2. The method of claim 1, wherein the enzyme is selected from the group consisting of an alkaline phosphatase and a peroxidase.

3. The method of claim 1, wherein the tissue sample is simultaneously reacted with the reagent containing a high-affinity monomeric biotin-binding protein and with a peroxidase-blocking reagent.

4. The method of claim 1, wherein the high-affinity monomeric biotin-binding protein comprises a high-affinity monovalent avidin.

5. The method of claim 4, wherein the high-affinity monomeric biotin-binding protein comprises a biotin dissociation constant (KD) that is less than 10.0 Nanomolar (nM).

6. The method of claim 4, wherein the high-affinity monomeric biotin-binding protein comprises a biotin rate constant of dissociation (Koff) that is less than 10.0×10−3 minutes−1.

7. The method of claim 1, wherein the high-affinity monomeric biotin-binding protein comprises a high-affinity monovalent streptavidin.

8. The method of claim 7, wherein the high-affinity monomeric biotin-binding protein comprises a biotin dissociation constant (KD) that is less than 10.0 nM.

9. The method of claim 7, wherein the high-affinity monomeric biotin-binding protein comprises a biotin rate constant of dissociation (Koff) that is less than 10.0×10−3 minutes−1.

10. The method of claim 1, wherein the high-affinity monomeric biotin-binding protein comprises an avidin family high-affinity monovalent biotin binding protein.

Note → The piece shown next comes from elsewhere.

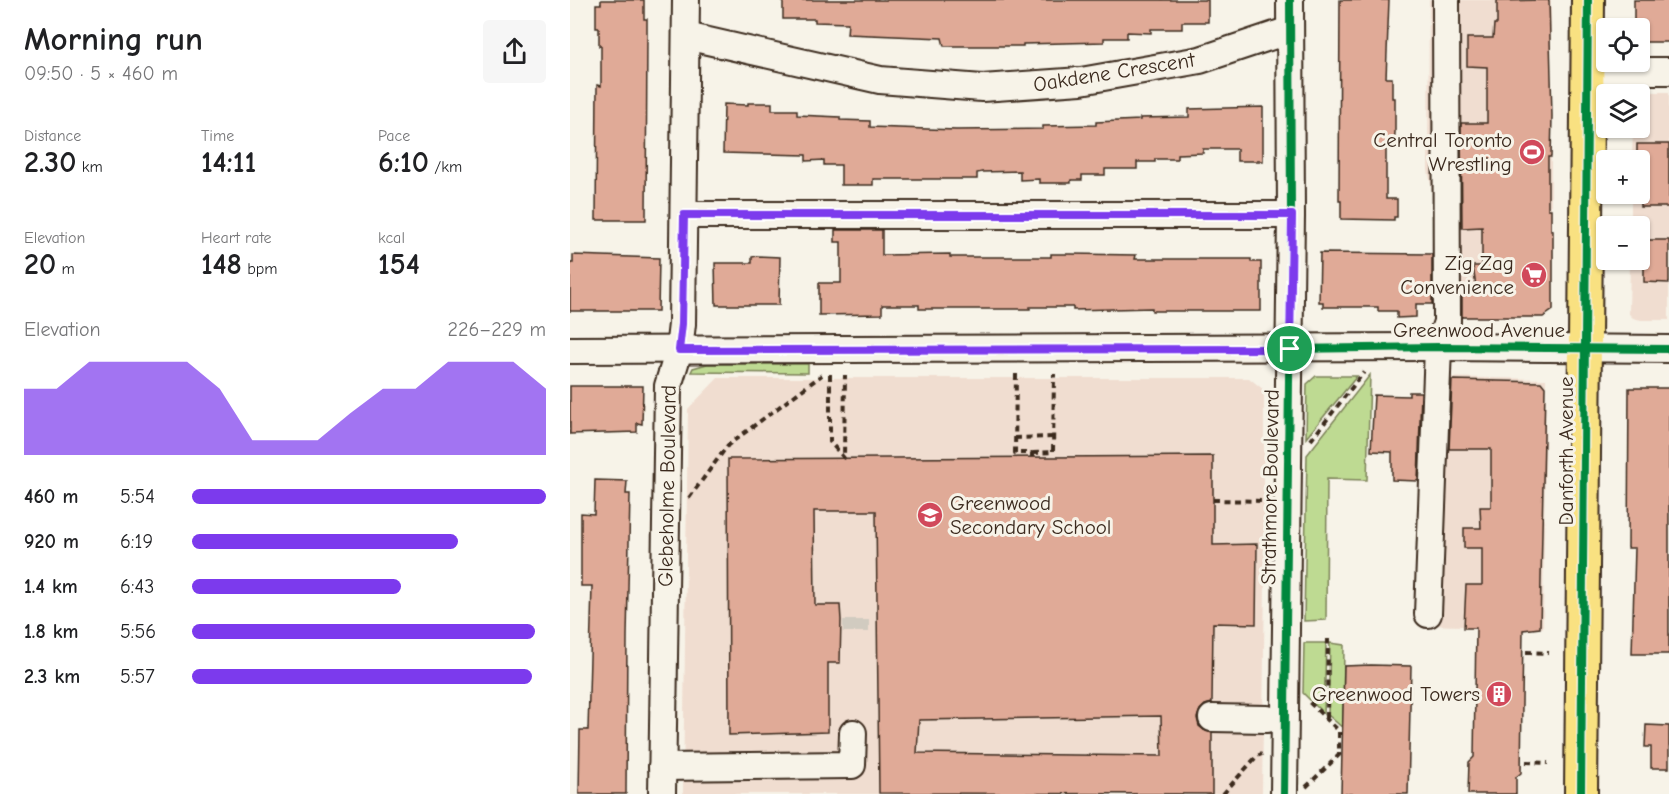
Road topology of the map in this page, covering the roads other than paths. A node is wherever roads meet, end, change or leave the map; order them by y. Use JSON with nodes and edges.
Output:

11. The method of claim 10, wherein the high-affinity monomeric biotin-binding protein comprises a biotin dissociation constant (KD) that is less than 10.0 nM.

12. The method of claim 10, wherein the high-affinity monomeric biotin-binding protein comprises a biotin rate constant of dissociation (Koff) that is less than 10.0×10−3 minutes−1.

13. A biotin blocking method, the method comprising the steps of:

reacting a tissue sample simultaneously with a reagent containing a high-affinity monomeric biotin-binding protein and with a primary antibody to an analyte under investigation;

reacting the tissue sample with a secondary antibody containing biotin;

reacting the tissue sample with a biotin-binding protein that is linked with an enzyme; and

reacting the tissue sample with a substrate/chromogen reagent to the enzyme.

14. The method of claim 13, wherein the high-affinity monomeric biotin-binding protein comprises a high-affinity monovalent avidin.

15. The method of claim 14, wherein the high-affinity monomeric biotin-binding protein comprises a biotin dissociation constant (KD) that is less than 10.0 Nanomolar (nM).

16. The method of claim 14, wherein the high-affinity monomeric biotin-binding protein comprises a biotin rate constant of dissociation (Koff) that is less than 10.0×10−3 minutes−1.

17. The method of claim 13, wherein the high-affinity monomeric biotin-binding protein comprises a high-affinity monovalent streptavidin.

18. The method of claim 17, wherein the high-affinity monomeric biotin-binding protein comprises a biotin dissociation constant (KD) that is less than 10.0 nM.

19. The method of claim 13, wherein the high-affinity monomeric biotin-binding protein comprises an avidin family high-affinity monovalent biotin binding protein.

20. The method of claim 19, wherein the high-affinity monomeric biotin-binding protein comprises a biotin dissociation constant (KD) that is less than 10.0 nM.